• _EXERCISE BRIEF_: Word for word, print out all of the data, omitting every image.

• _DATASET ENTRIES_:
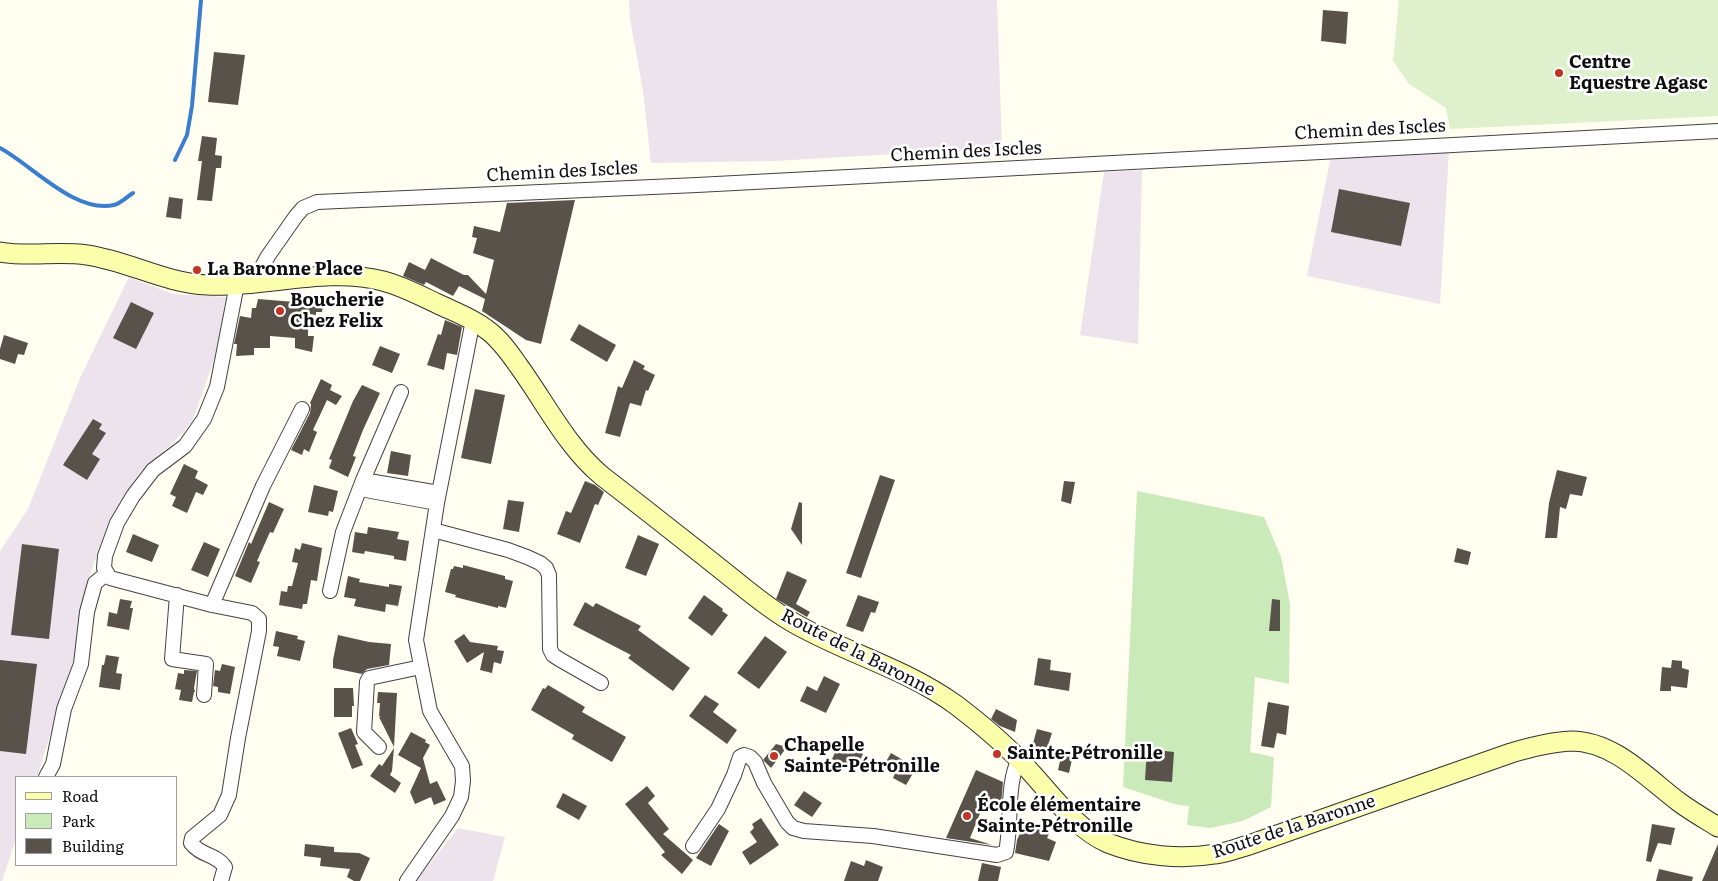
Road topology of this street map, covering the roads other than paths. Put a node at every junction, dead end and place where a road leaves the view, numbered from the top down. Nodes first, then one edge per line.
1 (1718, 131) edge
2 (0, 252) edge
3 (263, 282) junction
4 (237, 284) junction
5 (472, 320) junction
6 (401, 392) dead end
7 (302, 409) dead end
8 (361, 484) junction
9 (438, 498) junction
10 (433, 530) junction
11 (106, 574) junction
12 (330, 591) dead end
13 (177, 595) junction
14 (212, 605) junction
15 (421, 667) junction
16 (601, 683) dead end
17 (204, 695) dead end
18 (379, 747) dead end
19 (1019, 759) junction
20 (47, 776) edge
21 (1718, 827) edge
22 (694, 846) dead end
23 (221, 881) edge
24 (407, 881) edge

1 - 3 street, Chemin des Iscles
2 - 4 main road, Route de la Baronne
3 - 4 main road, Route de la Baronne
3 - 5 main road, Route de la Baronne
4 - 11 street
5 - 9 street
5 - 19 main road, Route de la Baronne
6 - 8 street
7 - 14 street
8 - 9 street
8 - 12 street
9 - 10 street
10 - 15 street
10 - 16 street
11 - 13 street
11 - 20 street
13 - 14 street
13 - 17 street
14 - 23 street
15 - 18 street
15 - 24 street
19 - 21 main road, Route de la Baronne
19 - 22 street

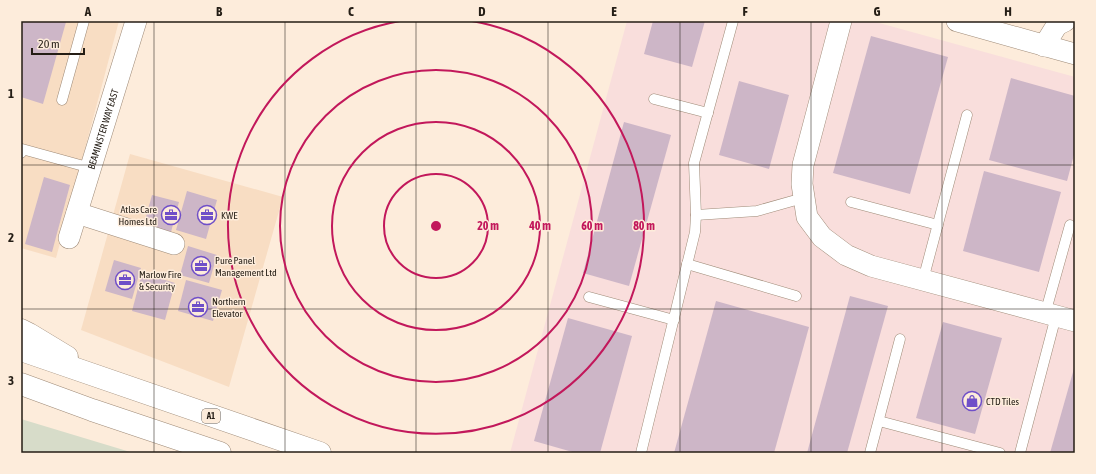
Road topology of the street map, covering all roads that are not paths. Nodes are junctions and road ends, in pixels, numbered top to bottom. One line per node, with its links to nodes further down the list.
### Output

• _OUTPUT FOR THIS TASK_:
Road topology of this street map, covering the roads other than paths. Put a node at every junction, dead end and place where a road leaves the view, numbered from the top down. Nodes first, then one edge per line.
1 (1718, 131) edge
2 (0, 252) edge
3 (263, 282) junction
4 (237, 284) junction
5 (472, 320) junction
6 (401, 392) dead end
7 (302, 409) dead end
8 (361, 484) junction
9 (438, 498) junction
10 (433, 530) junction
11 (106, 574) junction
12 (330, 591) dead end
13 (177, 595) junction
14 (212, 605) junction
15 (421, 667) junction
16 (601, 683) dead end
17 (204, 695) dead end
18 (379, 747) dead end
19 (1019, 759) junction
20 (47, 776) edge
21 (1718, 827) edge
22 (694, 846) dead end
23 (221, 881) edge
24 (407, 881) edge

1 - 3 street, Chemin des Iscles
2 - 4 main road, Route de la Baronne
3 - 4 main road, Route de la Baronne
3 - 5 main road, Route de la Baronne
4 - 11 street
5 - 9 street
5 - 19 main road, Route de la Baronne
6 - 8 street
7 - 14 street
8 - 9 street
8 - 12 street
9 - 10 street
10 - 15 street
10 - 16 street
11 - 13 street
11 - 20 street
13 - 14 street
13 - 17 street
14 - 23 street
15 - 18 street
15 - 24 street
19 - 21 main road, Route de la Baronne
19 - 22 street

Road topology of the street map, covering all roads that are not paths. Nodes are junctions and road ends, in pixels, numbered top to bottom. One line per node, with its links to nodes further down the list.
### Output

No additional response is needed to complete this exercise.